8,500+ clinicians. Five major health systems. Two years of data. Three different vendor platforms.

The headline finding?

AI scribes saved clinicians 13 minutes of EHR time per day. That's a 3% reduction.

The finding nobody's talking about?

A separate MedStar Health study found 70% of AI scribe-generated notes contained errors. Average of 2.9 per note.

The most common error type? Omissions.

Information discussed in the visit that simply vanished from the medical record.

These are the hardest errors to catch. A clinician would have to remember everything said in a 15-minute visit and notice what's missing (while seeing 20 more patients that day).

Meanwhile:

  • 600+ health systems now use Microsoft's ambient scribe

  • 100,000+ clinicians are using these tools

  • Mayo Clinic rolled it out to 2,000+ clinicians

  • UCSF expanded to 575+ physicians

This isn't a pilot anymore. This is infrastructure.

The Audit Trail Problem

Here's what almost nobody knows:

Most AI scribe systems delete the audio and transcript data immediately after generating the note.

Why? Liability. If the recording doesn't exist, it can't be subpoenaed. If the transcript is gone, no one can audit it later.
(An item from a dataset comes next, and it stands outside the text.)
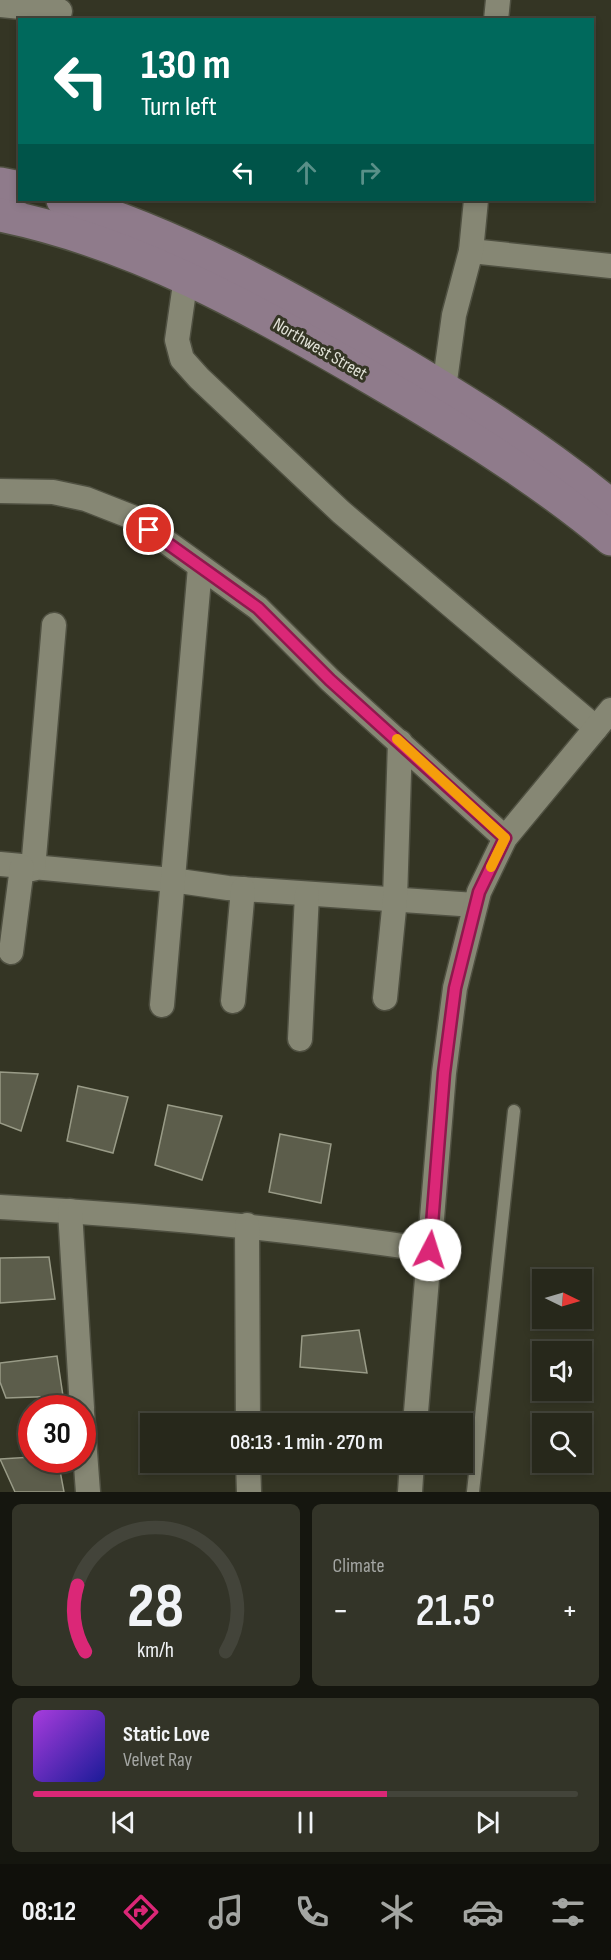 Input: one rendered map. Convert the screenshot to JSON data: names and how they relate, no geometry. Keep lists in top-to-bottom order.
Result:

The data you'd need to verify error rates is designed to disappear.

The Trust Collapse

In 2024: 52% of Americans were open to AI in healthcare

In 2026: 42% open

The technology got better. The trust got worse.
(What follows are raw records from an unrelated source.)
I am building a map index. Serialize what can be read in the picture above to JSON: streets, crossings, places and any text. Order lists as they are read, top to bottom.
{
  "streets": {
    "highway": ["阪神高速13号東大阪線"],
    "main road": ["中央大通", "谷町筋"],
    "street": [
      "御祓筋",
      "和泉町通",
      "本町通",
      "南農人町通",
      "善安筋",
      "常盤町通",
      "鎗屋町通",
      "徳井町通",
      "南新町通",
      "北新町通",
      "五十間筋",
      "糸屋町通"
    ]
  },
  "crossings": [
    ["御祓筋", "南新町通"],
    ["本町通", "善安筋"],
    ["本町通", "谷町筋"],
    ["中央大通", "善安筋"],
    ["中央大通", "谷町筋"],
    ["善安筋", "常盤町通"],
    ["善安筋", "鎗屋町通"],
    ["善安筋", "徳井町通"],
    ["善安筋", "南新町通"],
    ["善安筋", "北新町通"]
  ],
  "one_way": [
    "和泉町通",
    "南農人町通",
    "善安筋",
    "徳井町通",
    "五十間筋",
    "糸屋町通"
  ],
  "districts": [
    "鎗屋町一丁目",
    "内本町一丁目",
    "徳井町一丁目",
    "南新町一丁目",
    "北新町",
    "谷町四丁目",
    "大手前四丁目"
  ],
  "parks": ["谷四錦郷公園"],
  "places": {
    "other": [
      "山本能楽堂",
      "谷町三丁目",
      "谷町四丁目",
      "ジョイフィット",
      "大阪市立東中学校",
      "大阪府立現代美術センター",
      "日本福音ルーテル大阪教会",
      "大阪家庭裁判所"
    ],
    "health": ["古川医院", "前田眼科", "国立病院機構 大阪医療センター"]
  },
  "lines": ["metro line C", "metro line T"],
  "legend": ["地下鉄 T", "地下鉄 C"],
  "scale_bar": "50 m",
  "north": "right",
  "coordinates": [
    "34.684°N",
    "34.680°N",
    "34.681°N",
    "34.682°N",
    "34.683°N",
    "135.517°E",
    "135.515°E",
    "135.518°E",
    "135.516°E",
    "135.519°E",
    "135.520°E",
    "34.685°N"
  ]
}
A new Ohio State national survey shows:

  • Belief that AI makes healthcare efficient: 64% → 55%

  • This while being told AI will "save medicine"

What Clinicians Actually Got

From the JAMA study on AI scribe time savings:

✓ Documentation time dropped 16 minutes

✓ Revenue gain: $167 per clinician per month

✗ Pajama time (after-hours documentation): didn't change

✗ Only 32% actually used the tool for half their visits

✗ 68% barely touched it

The workload paradox:

Hospitals used the modest time savings to add half an additional patient visit per week. The time AI gives back, the system takes away.
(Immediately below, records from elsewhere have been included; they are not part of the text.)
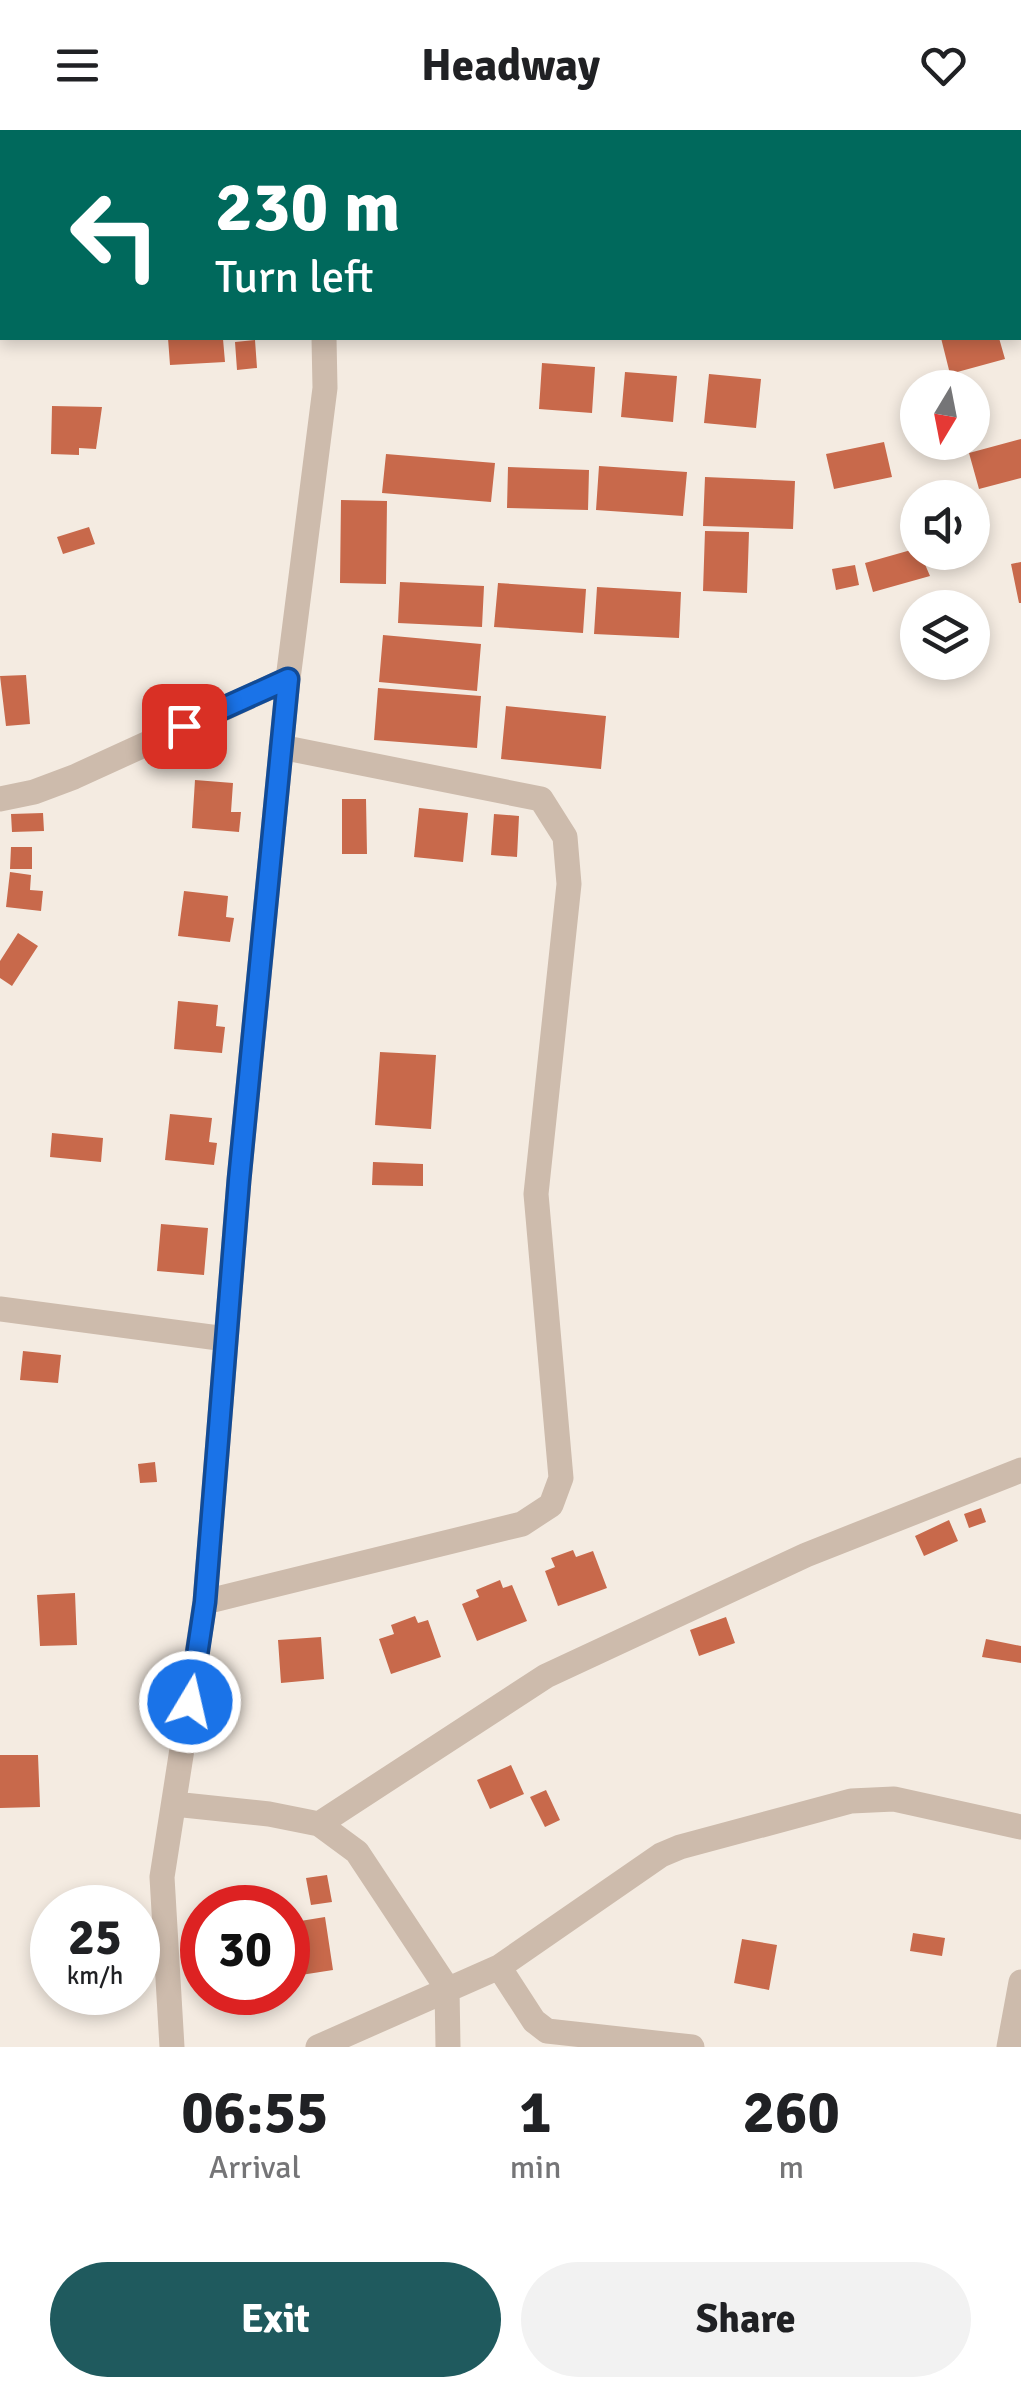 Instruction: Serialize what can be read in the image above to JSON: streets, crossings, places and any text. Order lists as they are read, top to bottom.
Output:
{
  "north": "bottom",
  "page": {
    "header": "Headway",
    "turn": ["230 m", "Turn left"],
    "speed": "25 km/h",
    "limit": "30",
    "eta": [
      "06:55",
      "Arrival",
      "1",
      "min",
      "260",
      "m"
    ],
    "buttons": ["Exit", "Share"]
  }
}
The Questions Nobody's Answering

While we scale AI scribes to hundreds of thousands of clinicians:

❓ What's the error rate compared to human documentation?

❓ Are we measuring omissions and hallucinations?

❓ Do we have audit mechanisms?

❓ Are we tracking disparities across patient populations?

The data suggests we're making procurement decisions based on vendor pitches, not independent evidence.

What You Can Do

If you're a clinician:

  • Review AI-generated notes carefully before signing

  • Report errors through your institution's reporting system

  • Ask leadership about error rate monitoring

If you're in hospital leadership:

  • Require vendors to disclose error rates and performance metrics

  • Implement audit processes that can verify accuracy

  • Don't delete audio/transcript data immediately—create audit trails

If you're a patient:

  • Request copies of your clinical notes

  • Review them for accuracy

  • Report errors you find

We're not against AI in healthcare. We're against deploying tools at scale without measuring what they actually produce.

70% error rates on documentation aren't acceptable… even if they save 13 minutes per day.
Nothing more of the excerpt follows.